The LGTM documentation also says that:

You may need to customize the process to enable LGTM to build the project.
You can do this by adding to your repository an lgtm.yml file for your project.

I decided to create a custom lgtm.yml file for the Linux kernel and asked for a default one on the LGTM community forum: https://discuss.lgtm.com/t/custom-lgtm-yml-for-the-official-linux-kernel/2246

The answer from the LGTM Team was really fast and helpful:

The worker machines we use on lgtm.com are small and resource-constrained,
so unfortunately make defconfig is just about the biggest config we can use.
It takes 3.5 hours for the full build+extraction+analysis for every commit,
and we allow 4 hours at most.

That's not good, however they are currently working on a solution for big projects.

So I decided to try another tool for my investigation.

Variant analysis: Coccinelle

I had heard about Coccinelle. The Linux kernel community uses this tool a lot. Moreover, I remembered that Kees Cook searched for copy_from_user() mistakes with Coccinelle. So I started to learn the Semantic Patch Language (SmPL) and finally wrote this rule (thanks to Julia Lawall for feedback):

virtual report

@cfu exists@
identifier f;
type t;
identifier v;
position decl_p;
position copy_p;
@@

f(..., t v@decl_p, ...)
{
... when any
copy_from_user@copy_p(v, ...)
... when any
}

@script:python@
f << cfu.f;
t << cfu.t;
v << cfu.v;
decl_p << cfu.decl_p;
copy_p << cfu.copy_p;
@@

if '__user' in t:
  msg0 = "function \"" + f + "\" has arg \"" + v + "\" of type \"" + t + "\""
  coccilib.report.print_report(decl_p[0], msg0)
  msg1 = "copy_from_user uses \"" + v + "\" as the destination. What a shame!\n"
  coccilib.report.print_report(copy_p[0], msg1)

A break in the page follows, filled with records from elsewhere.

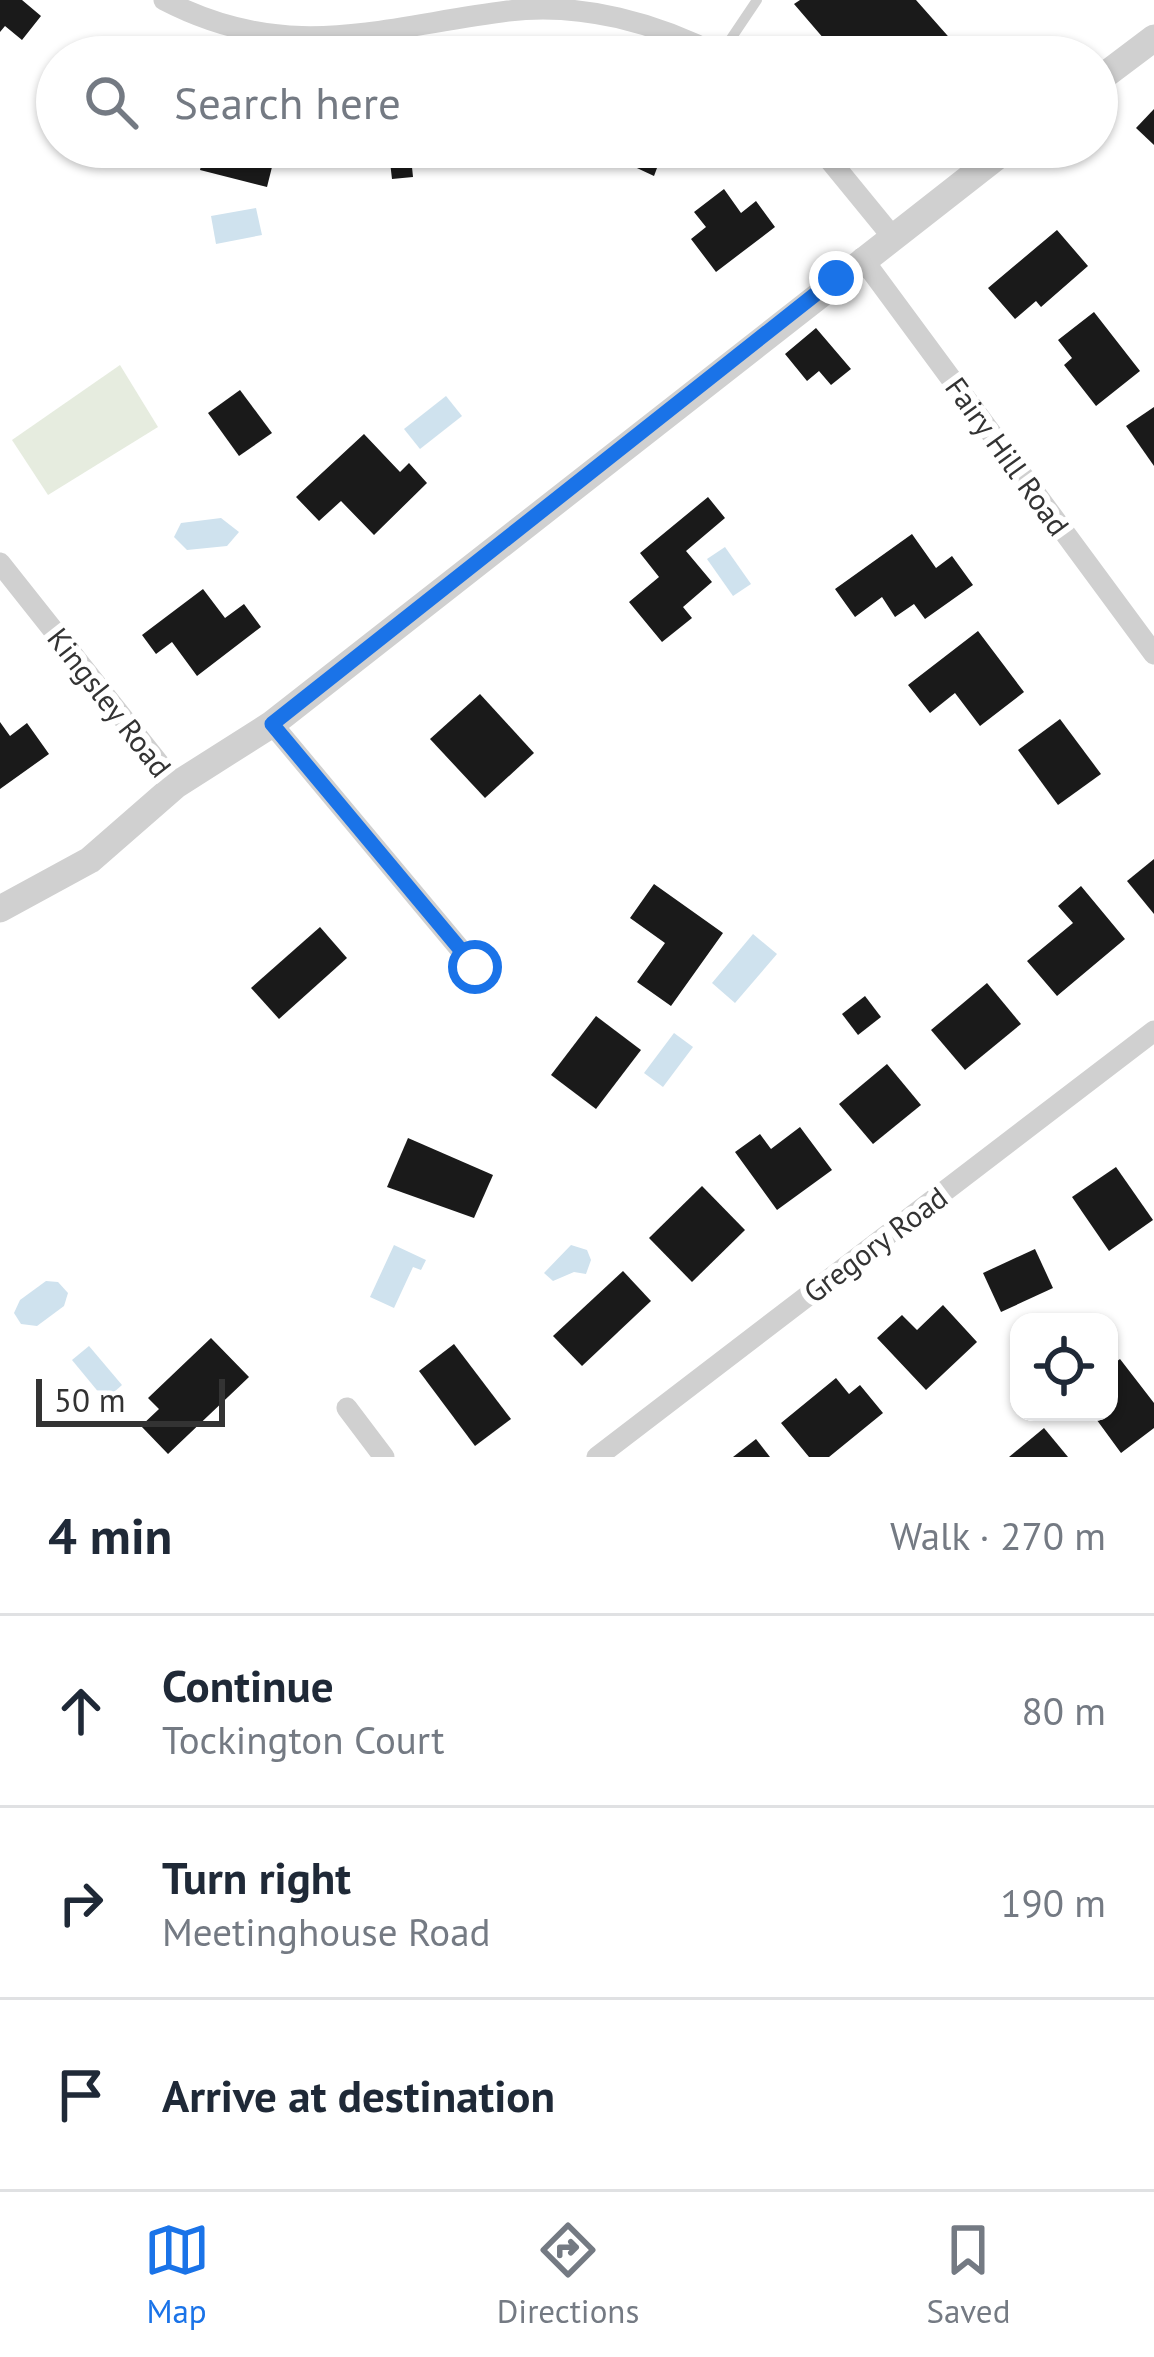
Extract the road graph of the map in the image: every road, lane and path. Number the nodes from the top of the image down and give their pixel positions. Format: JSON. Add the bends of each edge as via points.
{"nodes":[{"id":1,"x":164,"y":0,"type":"edge"},
{"id":2,"x":757,"y":0,"type":"edge"},
{"id":3,"x":275,"y":36,"type":"edge"},
{"id":4,"x":323,"y":36,"type":"edge"},
{"id":5,"x":674,"y":36,"type":"edge"},
{"id":6,"x":734,"y":36,"type":"edge"},
{"id":7,"x":1154,"y":38,"type":"edge"},
{"id":8,"x":1118,"y":65,"type":"edge"},
{"id":9,"x":836,"y":168,"type":"edge"},
{"id":10,"x":981,"y":168,"type":"edge"},
{"id":11,"x":890,"y":236,"type":"junction"},
{"id":12,"x":862,"y":258,"type":"junction"},
{"id":13,"x":0,"y":563,"type":"edge"},
{"id":14,"x":1154,"y":654,"type":"edge"},
{"id":15,"x":272,"y":724,"type":"junction"},
{"id":16,"x":176,"y":785,"type":"junction"},
{"id":17,"x":0,"y":909,"type":"edge"},
{"id":18,"x":475,"y":967,"type":"dead end"},
{"id":19,"x":1154,"y":1031,"type":"edge"},
{"id":20,"x":347,"y":1408,"type":"dead end"},
{"id":21,"x":384,"y":1457,"type":"edge"},
{"id":22,"x":597,"y":1457,"type":"edge"}],
"edges":[{"from":1,"to":3,"type":"street"},
{"from":2,"to":6,"type":"lane"},
{"from":4,"to":5,"type":"street","via":[[510,11],[597,13]]},
{"from":7,"to":8,"type":"street"},
{"from":9,"to":11,"type":"street"},
{"from":10,"to":11,"type":"street"},
{"from":11,"to":12,"type":"street"},
{"from":12,"to":14,"type":"street","name":"Fairy Hill Road"},
{"from":12,"to":15,"type":"street"},
{"from":13,"to":16,"type":"street","name":"Kingsley Road"},
{"from":15,"to":16,"type":"street"},
{"from":15,"to":18,"type":"street"},
{"from":16,"to":17,"type":"street","via":[[90,860]]},
{"from":19,"to":22,"type":"street","name":"Gregory Road"},
{"from":20,"to":21,"type":"street"}]}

The idea behind it is simple. Usually copy_from_user() is called in functions that take a userspace pointer as a parameter. My rule describes the case when copy_from_user() takes the userspace pointer as the copy destination:

  • The main part of the rule finds all cases when a parameter v of some function f() is used as the first parameter of copy_from_user().
  • In case of a match, the python script checks whether v has the __user annotation in its type.

Here is the Coccinelle output:

./drivers/block/floppy.c:3756:49-52: function "compat_getdrvprm" has arg "arg"
of type "struct compat_floppy_drive_params __user *"
./drivers/block/floppy.c:3783:5-19: copy_from_user uses "arg" as the
destination. What a shame!

./drivers/block/floppy.c:3789:49-52: function "compat_getdrvstat" has arg "arg"
of type "struct compat_floppy_drive_struct __user *"
./drivers/block/floppy.c:3819:5-19: copy_from_user uses "arg" as the
destination. What a shame!

So there are two (not very dangerous) kernel vulnerabilities that fit this bug pattern.

Public 0days

It turned out that I was not the first to find these bugs. Jann Horn reported them in March 2019. He used sparse to find them. I'm absolutely sure that this tool can find many more error cases than my PoC Coccinelle rule.

But in fact, Jann's patch was lost and it didn't get into the mainline.

So these two bugs could be called "public zero-days" :-)

Anyway, I've reported this issue to LKML, and Jens Axboe will apply Jann's lost patch for Linux kernel v5.4.